Available records:
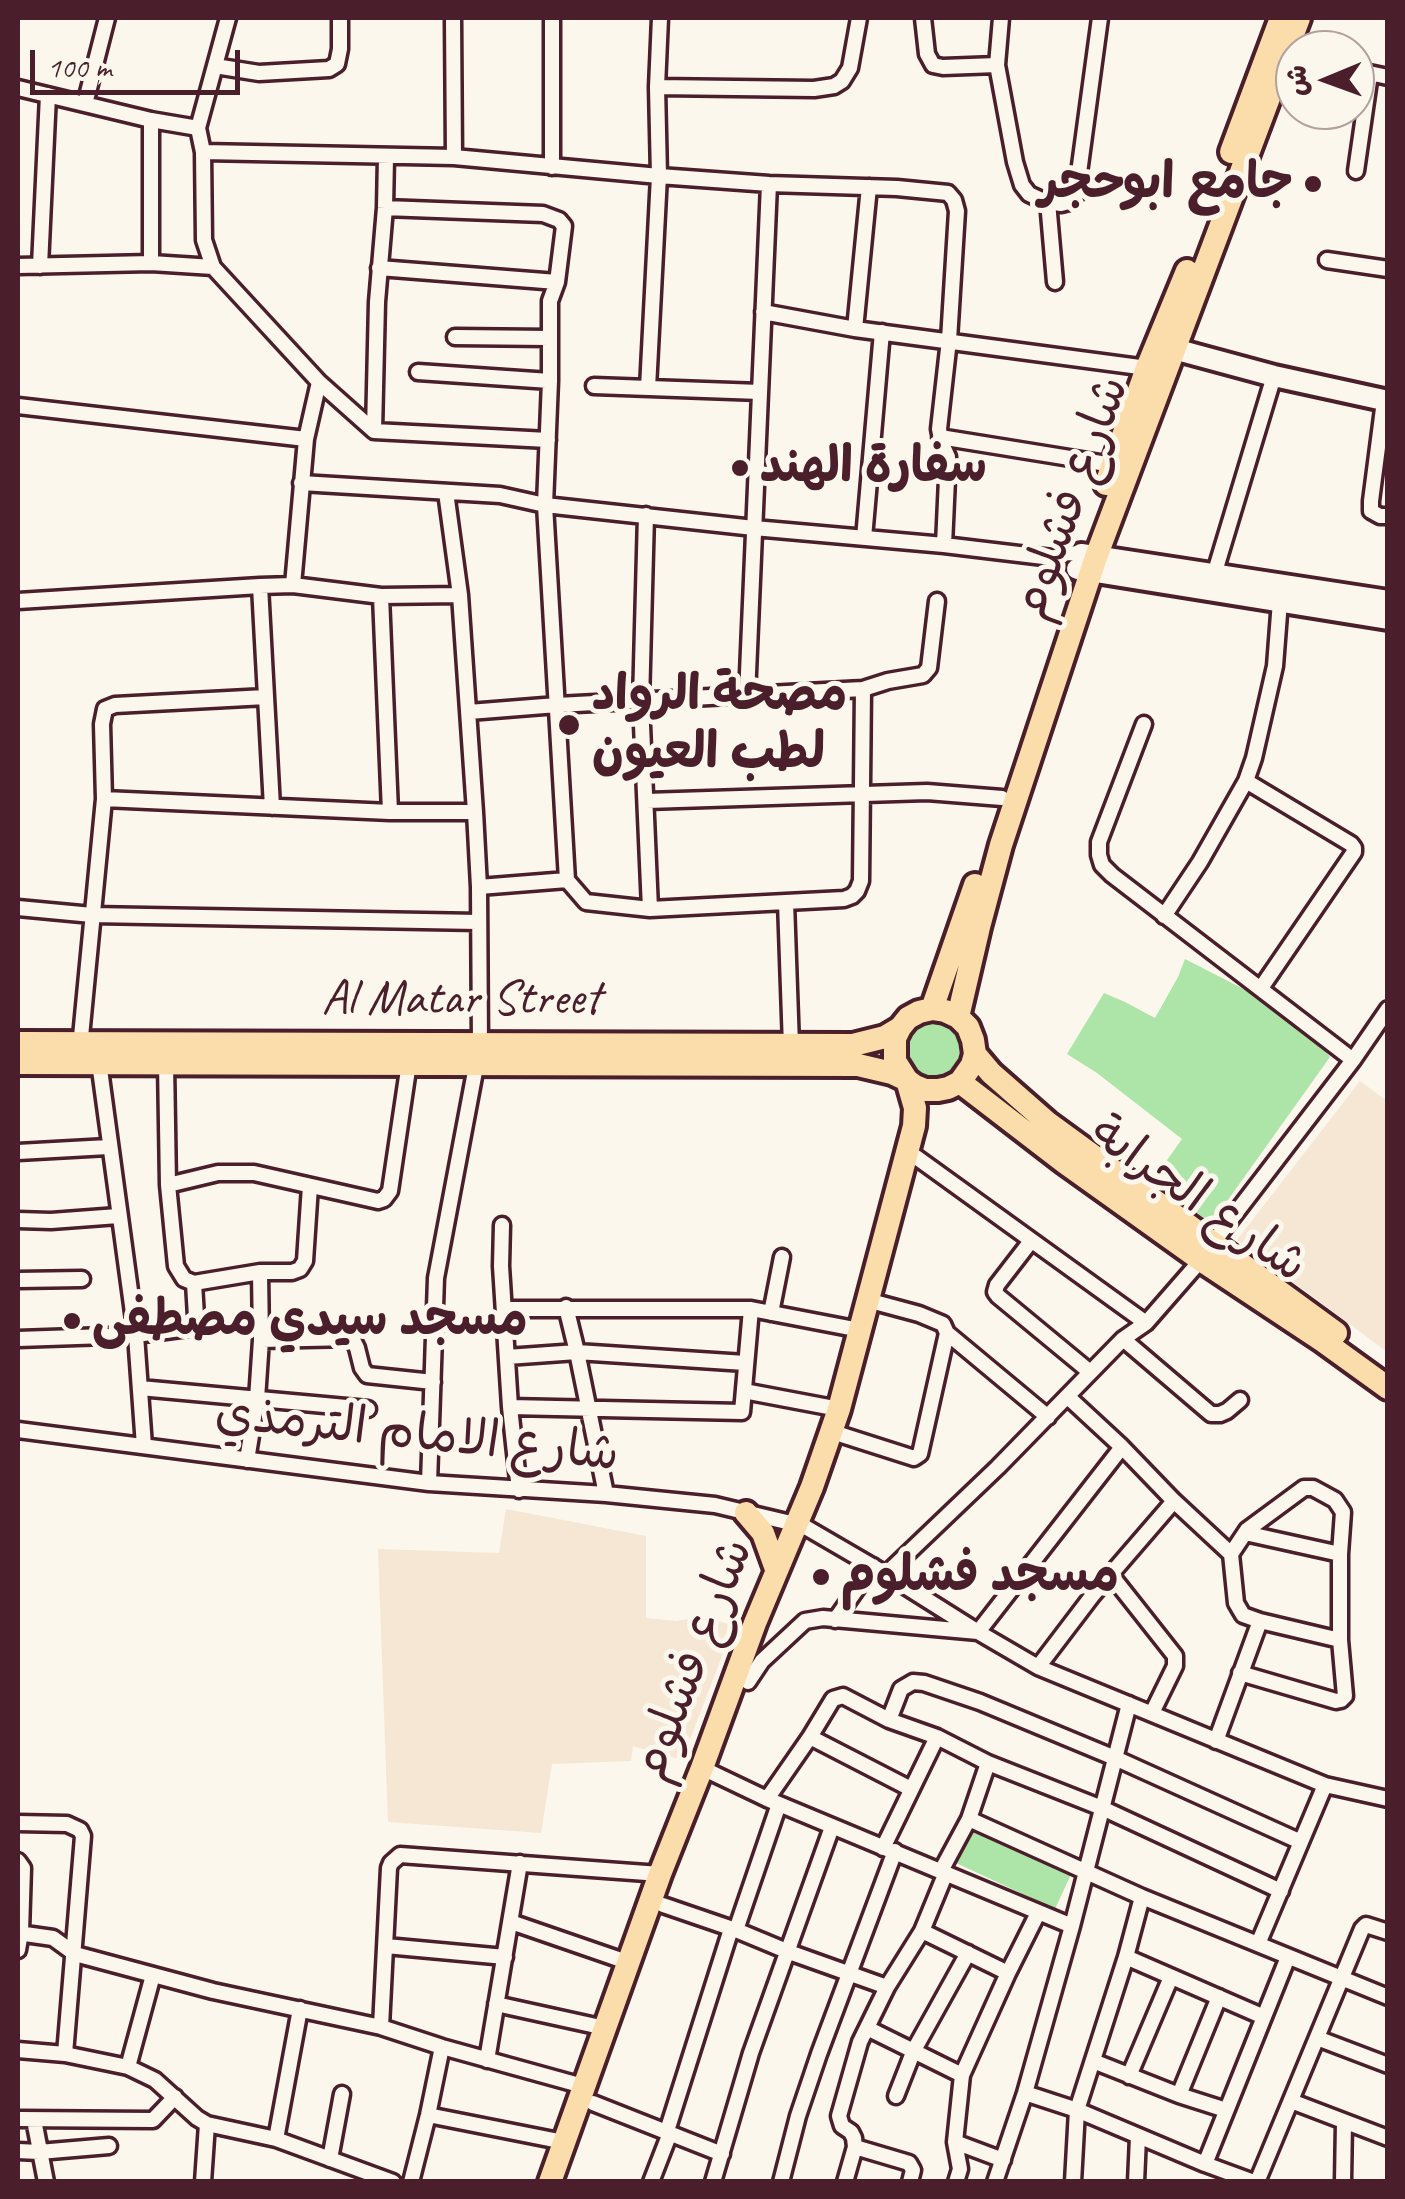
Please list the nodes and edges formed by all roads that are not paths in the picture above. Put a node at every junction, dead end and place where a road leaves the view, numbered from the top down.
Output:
1 (107, 18) edge
2 (228, 18) edge
3 (340, 18) edge
4 (452, 18) edge
5 (552, 18) edge
6 (660, 18) edge
7 (859, 18) edge
8 (923, 18) edge
9 (1001, 18) edge
10 (1100, 18) edge
11 (1281, 18) edge
12 (997, 65) junction
13 (215, 66) junction
14 (657, 87) junction
15 (18, 88) edge
16 (1275, 91) edge
17 (48, 95) junction
18 (85, 104) junction
19 (151, 120) junction
20 (198, 128) junction
21 (1359, 130) edge
22 (203, 152) junction
23 (386, 157) junction
24 (454, 157) junction
25 (552, 167) junction
26 (1356, 171) dead end
27 (659, 176) junction
28 (769, 184) junction
29 (869, 187) junction
30 (1048, 202) junction
31 (385, 208) junction
32 (1327, 260) dead end
33 (151, 263) junction
34 (18, 266) edge
35 (40, 266) junction
36 (212, 267) junction
37 (379, 268) junction
38 (1388, 269) edge
39 (558, 282) junction
40 (1055, 282) dead end
41 (764, 312) junction
42 (855, 328) junction
43 (882, 332) junction
44 (455, 337) dead end
45 (549, 338) junction
46 (949, 340) junction
47 (1174, 348) junction
48 (1148, 368) junction
49 (418, 372) dead end
50 (1274, 376) junction
51 (320, 382) junction
52 (550, 382) junction
53 (594, 386) dead end
54 (648, 388) junction
55 (760, 392) junction
56 (1386, 401) edge
57 (18, 406) edge
58 (374, 431) junction
59 (940, 437) junction
60 (306, 439) junction
61 (548, 440) junction
62 (1113, 464) junction
63 (301, 483) junction
64 (446, 492) junction
65 (545, 505) junction
66 (646, 514) junction
67 (1388, 516) edge
68 (754, 528) junction
69 (864, 538) junction
70 (944, 544) junction
71 (1086, 563) junction
72 (1214, 575) junction
73 (293, 585) junction
74 (260, 586) junction
75 (460, 595) junction
76 (381, 596) junction
77 (937, 600) dead end
78 (18, 601) edge
79 (1280, 601) junction
80 (1388, 602) edge
81 (1388, 618) edge
82 (863, 689) junction
83 (747, 696) junction
84 (266, 698) junction
85 (642, 702) junction
86 (557, 705) junction
87 (469, 712) junction
88 (1144, 724) dead end
89 (1246, 781) junction
90 (863, 793) junction
91 (1002, 798) junction
92 (104, 799) junction
93 (647, 802) junction
94 (272, 807) junction
95 (390, 812) junction
96 (476, 812) junction
97 (567, 880) junction
98 (478, 887) junction
99 (650, 901) junction
100 (786, 902) junction
101 (18, 908) edge
102 (92, 915) junction
103 (1164, 916) junction
104 (478, 922) junction
105 (1261, 988) junction
106 (932, 1009) junction
107 (1388, 1009) edge
108 (958, 1017) junction
109 (900, 1028) junction
110 (18, 1043) edge
111 (791, 1046) junction
112 (478, 1054) junction
113 (974, 1054) junction
114 (86, 1056) junction
115 (1353, 1060) junction
116 (18, 1062) edge
117 (166, 1063) junction
118 (408, 1063) junction
119 (907, 1080) junction
120 (954, 1085) junction
121 (108, 1146) junction
122 (18, 1152) edge
123 (910, 1161) junction
124 (168, 1185) junction
125 (310, 1186) junction
126 (118, 1216) junction
127 (18, 1220) edge
128 (502, 1224) dead end
129 (1031, 1241) junction
130 (1207, 1252) junction
131 (782, 1258) dead end
132 (260, 1272) junction
133 (82, 1279) dead end
134 (18, 1280) edge
135 (194, 1282) junction
136 (878, 1303) junction
137 (566, 1307) junction
138 (504, 1309) junction
139 (751, 1309) junction
140 (771, 1313) junction
141 (1146, 1323) junction
142 (860, 1330) junction
143 (948, 1333) junction
144 (136, 1335) junction
145 (1327, 1335) junction
146 (18, 1339) edge
147 (1123, 1339) junction
148 (261, 1340) junction
149 (577, 1352) junction
150 (507, 1357) junction
151 (746, 1363) junction
152 (1388, 1370) edge
153 (1090, 1372) junction
154 (434, 1382) junction
155 (140, 1388) junction
156 (1388, 1388) edge
157 (744, 1391) junction
158 (1068, 1398) junction
159 (258, 1399) junction
160 (1240, 1400) dead end
161 (510, 1407) junction
162 (368, 1409) dead end
163 (589, 1409) junction
164 (839, 1409) junction
165 (1048, 1417) junction
166 (18, 1430) edge
167 (842, 1435) junction
168 (144, 1446) junction
169 (1122, 1446) junction
170 (247, 1460) junction
171 (429, 1483) junction
172 (519, 1490) junction
173 (606, 1494) junction
174 (1174, 1501) junction
175 (746, 1513) junction
176 (801, 1526) junction
177 (1245, 1533) junction
178 (1230, 1554) junction
179 (1340, 1554) junction
180 (776, 1569) junction
181 (879, 1570) junction
182 (1111, 1575) junction
183 (835, 1620) junction
184 (1260, 1621) junction
185 (978, 1632) junction
186 (1340, 1640) junction
187 (1038, 1667) junction
188 (1240, 1673) junction
189 (748, 1682) junction
190 (1129, 1704) junction
191 (1152, 1713) junction
192 (889, 1720) junction
193 (810, 1737) junction
194 (937, 1738) junction
195 (1216, 1741) junction
196 (1115, 1758) junction
197 (988, 1763) junction
198 (707, 1771) junction
199 (1325, 1785) junction
200 (912, 1789) junction
201 (1387, 1799) edge
202 (773, 1802) junction
203 (1102, 1808) junction
204 (969, 1819) junction
205 (18, 1823) edge
206 (832, 1827) junction
207 (1300, 1842) junction
208 (889, 1850) junction
209 (18, 1860) edge
210 (520, 1863) junction
211 (1086, 1872) junction
212 (943, 1873) junction
213 (660, 1874) junction
214 (1282, 1892) junction
215 (1142, 1897) junction
216 (663, 1905) junction
217 (1038, 1913) junction
218 (511, 1922) junction
219 (1072, 1926) junction
220 (733, 1929) junction
221 (922, 1931) junction
222 (1388, 1932) edge
223 (19, 1933) edge
224 (1258, 1944) junction
225 (386, 1946) junction
226 (18, 1950) edge
227 (789, 1952) junction
228 (968, 1953) junction
229 (75, 1954) junction
230 (505, 1956) junction
231 (1288, 1956) junction
232 (1126, 1957) junction
233 (627, 1962) junction
234 (1008, 1973) junction
235 (849, 1974) junction
236 (153, 1975) junction
237 (1171, 1977) junction
238 (1342, 1979) junction
239 (887, 1987) junction
240 (1219, 1996) junction
241 (1388, 1997) edge
242 (496, 2004) junction
243 (300, 2009) junction
244 (1264, 2017) junction
245 (381, 2027) junction
246 (605, 2028) junction
247 (867, 2028) junction
248 (1318, 2038) junction
249 (442, 2047) junction
250 (18, 2050) edge
251 (914, 2050) junction
252 (65, 2054) junction
253 (486, 2060) junction
254 (1093, 2062) junction
255 (1388, 2065) edge
256 (128, 2067) junction
257 (962, 2075) junction
258 (1128, 2076) junction
259 (1025, 2093) junction
260 (342, 2094) dead end
261 (588, 2094) junction
262 (1180, 2095) junction
263 (896, 2096) dead end
264 (175, 2097) junction
265 (1291, 2101) junction
266 (1077, 2110) junction
267 (1226, 2110) junction
268 (428, 2115) junction
269 (18, 2119) edge
270 (34, 2120) junction
271 (1344, 2122) junction
272 (207, 2124) junction
273 (668, 2132) junction
274 (1138, 2136) junction
275 (1388, 2138) edge
276 (276, 2139) junction
277 (564, 2142) junction
278 (955, 2142) junction
279 (109, 2146) dead end
280 (855, 2148) junction
281 (18, 2151) edge
282 (39, 2152) junction
283 (722, 2154) junction
284 (330, 2158) junction
285 (1003, 2160) junction
286 (1205, 2164) junction
287 (46, 2182) edge
288 (203, 2182) edge
289 (393, 2182) edge
290 (411, 2182) edge
291 (550, 2182) edge
292 (565, 2182) edge
293 (652, 2182) edge
294 (713, 2182) edge
295 (780, 2182) edge
296 (845, 2182) edge
297 (910, 2182) edge
298 (956, 2182) edge
299 (995, 2182) edge
300 (1073, 2182) edge
301 (1136, 2182) edge
302 (1255, 2182) edge
303 (1343, 2182) edge

1 - 18 street
2 - 13 street
3 - 13 street
4 - 24 street
5 - 25 street
6 - 14 street
7 - 14 street
8 - 12 street
9 - 12 street
10 - 30 street
11 - 48 main road, شارع فشلوم
12 - 30 street
13 - 20 street
14 - 27 street
15 - 17 street
16 - 47 main road, شارع فشلوم
17 - 18 street
17 - 35 street
18 - 19 street
19 - 20 street
19 - 33 street
20 - 22 street
21 - 26 street
22 - 23 street
22 - 36 street
23 - 24 street
23 - 31 street
24 - 25 street
25 - 27 street
27 - 28 street
27 - 54 street
28 - 29 street
28 - 41 street
29 - 42 street
29 - 46 street
30 - 40 street
31 - 37 street
31 - 39 street
32 - 38 street
33 - 35 street
33 - 36 street
34 - 35 street
36 - 51 street
37 - 39 street
37 - 58 street
39 - 45 street
41 - 42 street
41 - 55 street
42 - 43 street
43 - 46 street
43 - 69 street
44 - 45 street
45 - 52 street
46 - 48 street
46 - 59 street
47 - 50 main road
47 - 71 main road, شارع فشلوم
48 - 62 main road, شارع فشلوم
49 - 52 street
50 - 56 main road
50 - 72 street
51 - 58 street
51 - 60 street
52 - 61 street
53 - 54 street
54 - 55 street
55 - 68 street
56 - 67 street
57 - 60 street
58 - 61 street
59 - 62 street
59 - 70 street
60 - 63 street
61 - 65 street
62 - 71 main road, شارع فشلوم
63 - 64 street
63 - 73 street
64 - 65 street
64 - 75 street
65 - 66 street
65 - 86 street
66 - 68 street
66 - 85 street
68 - 69 street
68 - 83 street
69 - 70 street
70 - 71 street
71 - 72 main road
71 - 79 main road
71 - 91 main road, شارع فشلوم
71 - 108 main road, شارع فشلوم
72 - 80 main road
73 - 74 street
73 - 76 street
74 - 78 street
74 - 84 street
75 - 76 street
75 - 87 street
76 - 95 street
77 - 82 street
79 - 81 main road
79 - 89 street
82 - 83 street
82 - 90 street
83 - 85 street
84 - 92 street
84 - 94 street
85 - 86 street
85 - 93 street
86 - 87 street
86 - 97 street
87 - 96 street
88 - 103 street
89 - 103 street
89 - 105 street
90 - 91 street
90 - 93 street
90 - 100 street
91 - 106 main road, شارع فشلوم
92 - 94 street
92 - 102 street
93 - 99 street
94 - 95 street
95 - 96 street
96 - 98 street
97 - 98 street
97 - 99 street
98 - 104 street
99 - 100 street
100 - 111 street
101 - 102 street
102 - 104 street
102 - 114 street
103 - 105 street
104 - 112 street
105 - 115 street
106 - 108 main road
106 - 109 main road
107 - 115 street
108 - 113 main road
109 - 111 main road, Al Matar Street
109 - 119 main road
110 - 114 main road, Al Matar Street
111 - 112 main road, Al Matar Street
112 - 114 main road, Al Matar Street
112 - 118 main road
112 - 119 main road
112 - 154 street
113 - 120 main road
113 - 130 main road, شارع الجرابة
114 - 116 main road
114 - 117 main road
114 - 121 street
115 - 130 street
117 - 118 main road
117 - 124 street
118 - 125 street
119 - 120 main road
119 - 123 main road
120 - 123 main road
120 - 130 main road, شارع الجرابة
121 - 122 street
121 - 126 street
123 - 129 street
123 - 136 main road, شارع فشلوم
123 - 142 main road, شارع فشلوم
124 - 125 street
124 - 135 street
125 - 132 street
126 - 127 street
126 - 144 street
128 - 138 street
129 - 141 street
129 - 153 street
130 - 141 street
130 - 145 main road, شارع الجرابة
131 - 140 street
132 - 135 street
132 - 148 street
133 - 134 street
135 - 144 street
136 - 143 street
136 - 167 main road, شارع فشلوم
137 - 138 street
137 - 139 street
137 - 149 street
138 - 150 street
139 - 140 street
139 - 151 street
140 - 142 street
141 - 147 street
142 - 164 main road, شارع فشلوم
143 - 165 street
143 - 167 street
144 - 146 street
144 - 155 street
145 - 152 main road, شارع الجرابة
145 - 156 main road, شارع الجرابة
147 - 153 street
147 - 160 street
148 - 154 street
148 - 159 street
149 - 150 street
149 - 151 street
149 - 163 street
150 - 161 street
151 - 157 street
153 - 158 street
154 - 171 street
155 - 159 street
155 - 168 street
157 - 163 street
157 - 164 street
158 - 165 street
158 - 169 street
159 - 162 street
159 - 170 street
161 - 163 street
161 - 172 street
163 - 173 street
164 - 176 main road, شارع فشلوم
165 - 181 street
166 - 168 street, شارع الامام الترمذي
167 - 176 main road, شارع فشلوم
168 - 170 street, شارع الامام الترمذي
169 - 174 street
169 - 185 street
170 - 171 street, شارع الامام الترمذي
171 - 172 street, شارع الامام الترمذي
172 - 173 street, شارع الامام الترمذي
173 - 175 street, شارع الامام الترمذي
174 - 178 street
174 - 182 street
175 - 176 street, شارع الامام الترمذي
175 - 180 main road
176 - 180 main road, شارع فشلوم
176 - 181 street, شارع الامام الترمذي
176 - 189 main road, شارع فشلوم
177 - 178 street
177 - 179 street
177 - 179 street
178 - 184 street
179 - 186 street
180 - 198 main road, شارع فشلوم
181 - 183 street
181 - 185 street, شارع الامام الترمذي
182 - 187 street
182 - 191 street
183 - 185 street
183 - 189 street
184 - 186 street
184 - 188 street
185 - 187 street, شارع الامام الترمذي
186 - 188 street
187 - 190 street, شارع الامام الترمذي
188 - 195 street
189 - 198 main road, شارع فشلوم
190 - 191 street, شارع الامام الترمذي
190 - 196 street
191 - 195 street, شارع الامام الترمذي
192 - 193 street
192 - 194 street
192 - 196 street
193 - 200 street
193 - 202 street
194 - 197 street
194 - 200 street
195 - 199 street, شارع الامام الترمذي
196 - 203 street
196 - 207 street
197 - 203 street
197 - 204 street
198 - 202 street
198 - 213 main road, شارع فشلوم
198 - 216 main road, شارع فشلوم
199 - 201 street, شارع الامام الترمذي
199 - 207 street
200 - 208 street
202 - 206 street
202 - 220 street
203 - 211 street
203 - 214 street
204 - 211 street
204 - 212 street
205 - 229 street
206 - 208 street
206 - 227 street
207 - 214 street
208 - 212 street
208 - 235 street
209 - 223 street
210 - 213 street
210 - 218 street
210 - 225 street
211 - 215 street
211 - 219 street
212 - 217 street
212 - 221 street
213 - 233 main road, شارع فشلوم
214 - 224 street
215 - 224 street
215 - 232 street
216 - 220 street
216 - 261 main road, شارع فشلوم
217 - 219 street
217 - 234 street
218 - 230 street
218 - 233 street
219 - 259 street
220 - 227 street
220 - 273 street
221 - 228 street
221 - 239 street
222 - 238 street
223 - 226 street
223 - 229 street
224 - 231 street
225 - 230 street
225 - 245 street
227 - 235 street
227 - 283 street
228 - 234 street
228 - 251 street
229 - 236 street
229 - 252 street
230 - 242 street
231 - 238 street
231 - 244 street
232 - 237 street
232 - 254 street
233 - 246 main road, شارع فشلوم
234 - 257 street
235 - 239 street
235 - 295 street
236 - 243 street
236 - 256 street
237 - 240 street
237 - 258 street
238 - 241 street
238 - 248 street
239 - 247 street
240 - 244 street
240 - 262 street
242 - 246 street
242 - 253 street
243 - 245 street
243 - 276 street
244 - 267 street
245 - 249 street
246 - 261 main road, شارع فشلوم
247 - 251 street
247 - 280 street
248 - 255 street
248 - 265 street
249 - 253 street
249 - 268 street
250 - 252 street
251 - 257 street
251 - 263 street
252 - 256 street
253 - 261 street
254 - 258 street
254 - 266 street
256 - 264 street
257 - 278 street
258 - 262 street
259 - 266 street
259 - 285 street
260 - 284 street
261 - 273 street
261 - 277 main road, شارع فشلوم
261 - 292 main road, شارع فشلوم
262 - 267 street
264 - 270 street
264 - 272 street
265 - 271 street
265 - 302 street
266 - 274 street
266 - 300 street
267 - 286 street
268 - 277 street
268 - 290 street
269 - 270 street
270 - 282 street
271 - 275 street
271 - 303 street
272 - 276 street
272 - 288 street
273 - 283 street
273 - 293 street
274 - 286 street
274 - 301 street
276 - 284 street
277 - 291 main road, شارع فشلوم
278 - 285 street
278 - 298 street
279 - 282 street
280 - 296 street
280 - 297 street
281 - 282 street
282 - 287 street
283 - 294 street
284 - 289 street
285 - 299 street
286 - 302 street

What you are asked to do: The answer must be every line of the records that holds the string "Matar".

Task solution:
109 - 111 main road, Al Matar Street
110 - 114 main road, Al Matar Street
111 - 112 main road, Al Matar Street
112 - 114 main road, Al Matar Street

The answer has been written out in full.